Leaders in the case study states recognized that primary care practice behavior would not change unless payment changed. Findings also indicated that states pursued changes to emphasize more coordinated care across a range of chronic conditions rather than single conditions. The state-based initiatives highlighted in this report are evidence that states are working to create high-performing health systems using approaches and policy strategies that play to local and regional strengths and differences. The states vary greatly in their economic, social, and geographic environments. Highlights of the key features used by states include:

  • Pennsylvania and Vermont had high-profile support of the governor (and in Vermont, the legislature) in directing efforts toward chronic care management and controlling costs.
  • In Michigan and Oklahoma, state agencies asserted their influence to convene public and private entities in jointly planning for statewide primary care practice transformation.
  • States utilize a variety of payment incentives to reimburse primary care providers for key elements infrequently reimbursed by other payers. One region in Pennsylvania uses a shared-savings model to pay providers for desired outcomes, while Michigan leverages managed care contracts to support elements of medical homes. Oklahoma learned that its former partial capitation payment did not directly support medical home principles and changed to a strategy using fee-for-service plus per-member per-month care coordination payments based on certification tiers, patient characteristics, and transition payments to help support practices during the first year.
  • States provide support to practices to build the infrastructure for patient-centered care within the primary care setting and across the care continuum. Colorado funds community-based medical home navigators to help practices connect patients to community resources. Regional networks in North Carolina directly hire care coordinators to work within practices.
  • States can help practices by setting targets for excellence and quality through process and outcomes measurement and reporting. All of the study states produce reports on a number of measures to enhance clinical processes and population management.
  • States regulate or certify practices to ensure they meet the components for optimal primary care. In Oklahoma, providers self select an appropriate medical home level based on three predefined tiers. Pennsylvania ties payment to National Committee for Quality Assurance accreditation and other state-based criteria.
  • States are supporting small practices by providing financial incentives and education. In North Carolina, each network organizes a quarterly meeting; care managers disseminate information from these meetings if providers are unable to attend.

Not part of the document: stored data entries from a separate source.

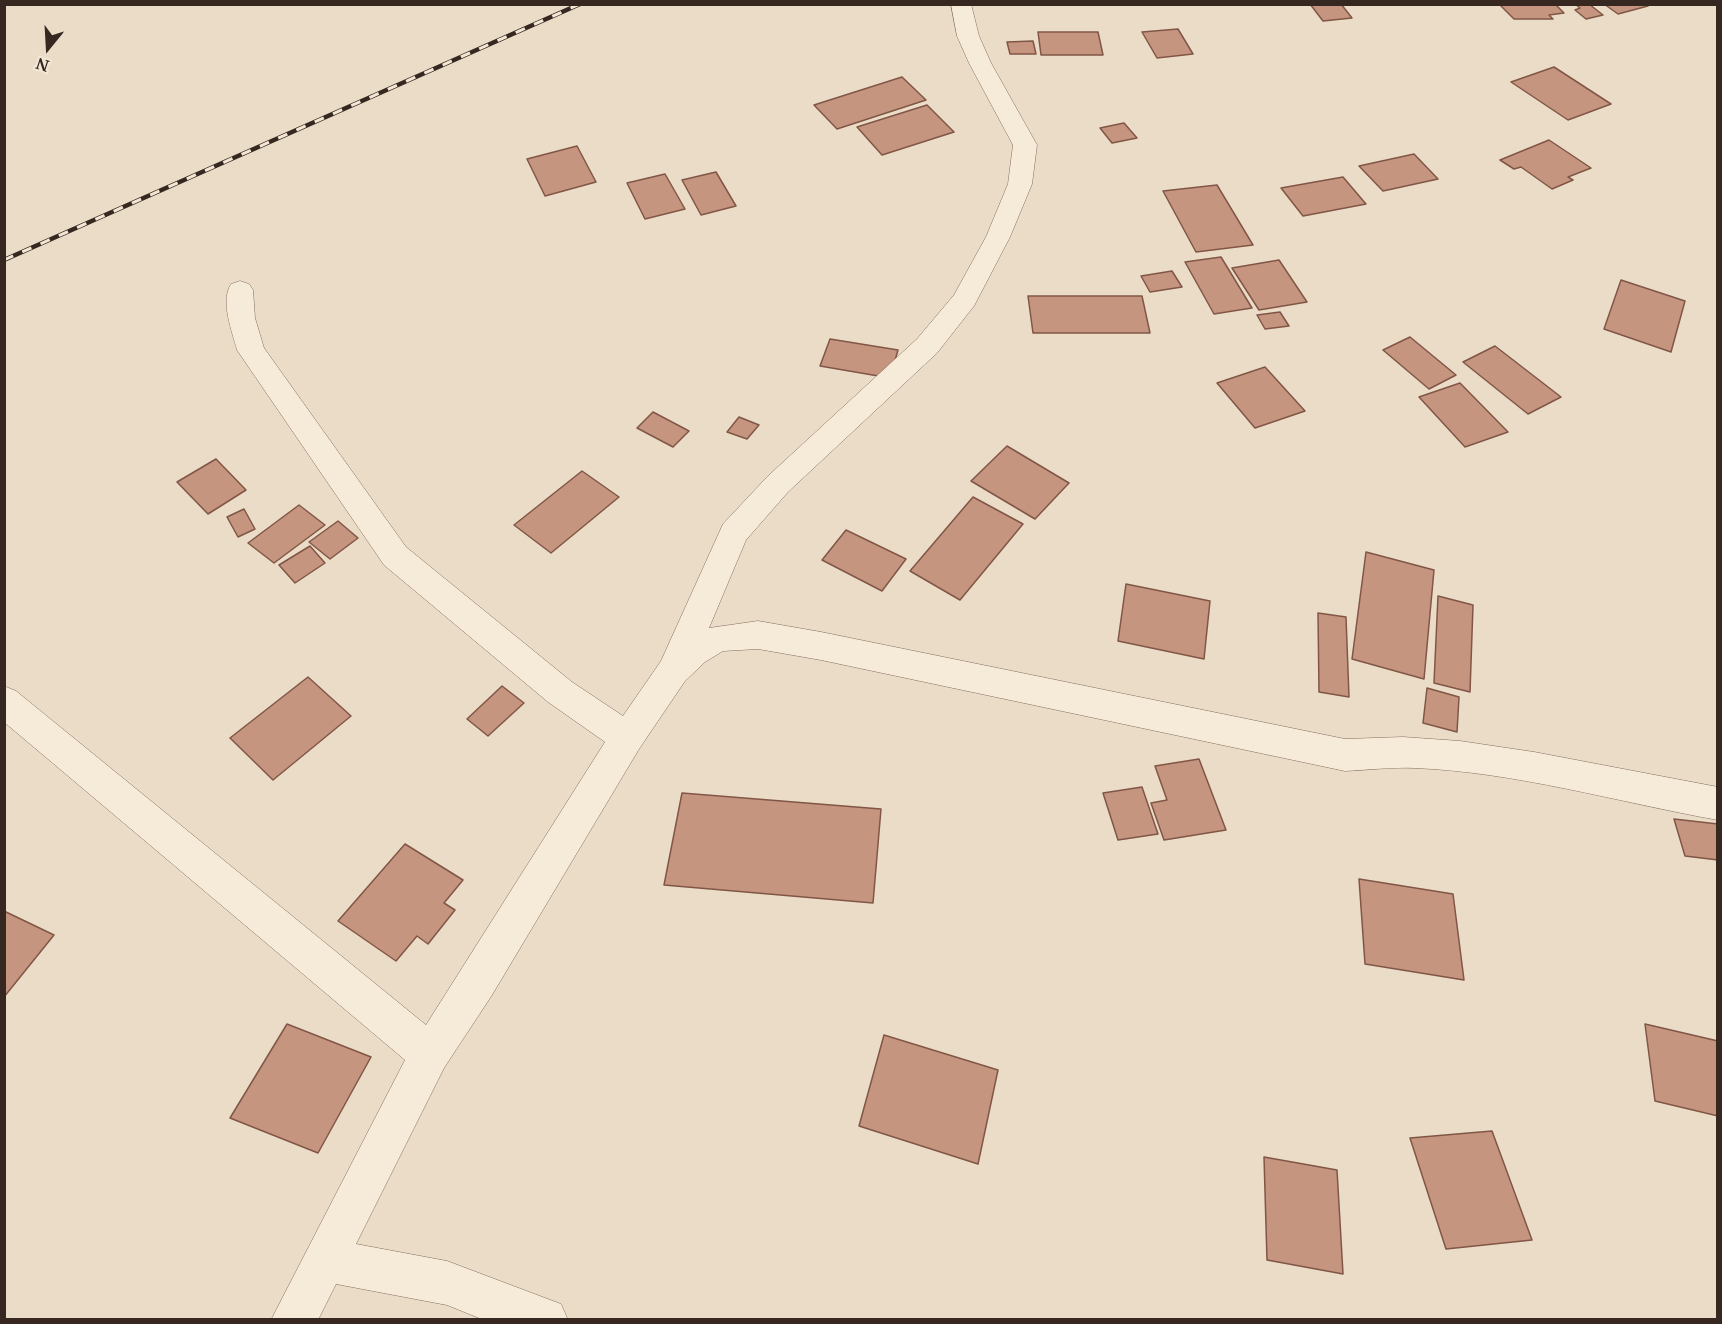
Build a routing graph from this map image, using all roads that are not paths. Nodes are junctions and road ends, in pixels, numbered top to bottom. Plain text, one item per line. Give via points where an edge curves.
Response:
1 (961, 4) edge
2 (240, 290) dead end
3 (673, 671) junction
4 (4, 701) edge
5 (627, 738) junction
6 (1718, 804) edge
7 (430, 1054) junction
8 (326, 1260) junction
9 (294, 1320) edge
10 (545, 1320) edge

1 - 3 street via 968,36 980,63 1025,145 1020,184 998,237 965,300 927,346 778,484 734,533
2 - 5 street via 242,318 251,350 395,556 560,692
3 - 5 street
3 - 6 street via 693,652 718,638 758,635 1344,755 1422,753 1532,767
4 - 7 street
5 - 7 street
7 - 8 street
8 - 9 street
8 - 10 street via 447,1283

Moving forward, both federal and state policies will play a significant role in strengthening the delivery of primary care. Several provisions in the Affordable Care Act create noteworthy opportunities for primary care in the development of workforce, payment, and practice innovation. Many states will have expanded opportunities to continue experimenting with alternative payment and delivery structures to strengthen primary care and develop the needed infrastructure and workforce. These efforts may benefit from the growing knowledge base developed by the innovative demonstrations and broad-based initiatives under way in the leading states. Finally, the promise of
Medicare’s participation looms as a potential significant accelerator in the next few years. For example, Medicare’s participation in multipayer medical home payment schemes would greatly enhance states’ ability to spread innovations, and its participation would also encourage private carriers to participate.

States can have a significant impact on strengthening primary and chronic care delivery through numerous actions to transform and link small practices. This report illustrates that states can lead the way in delivery system reform and share lessons among each other and with the rest of the nation.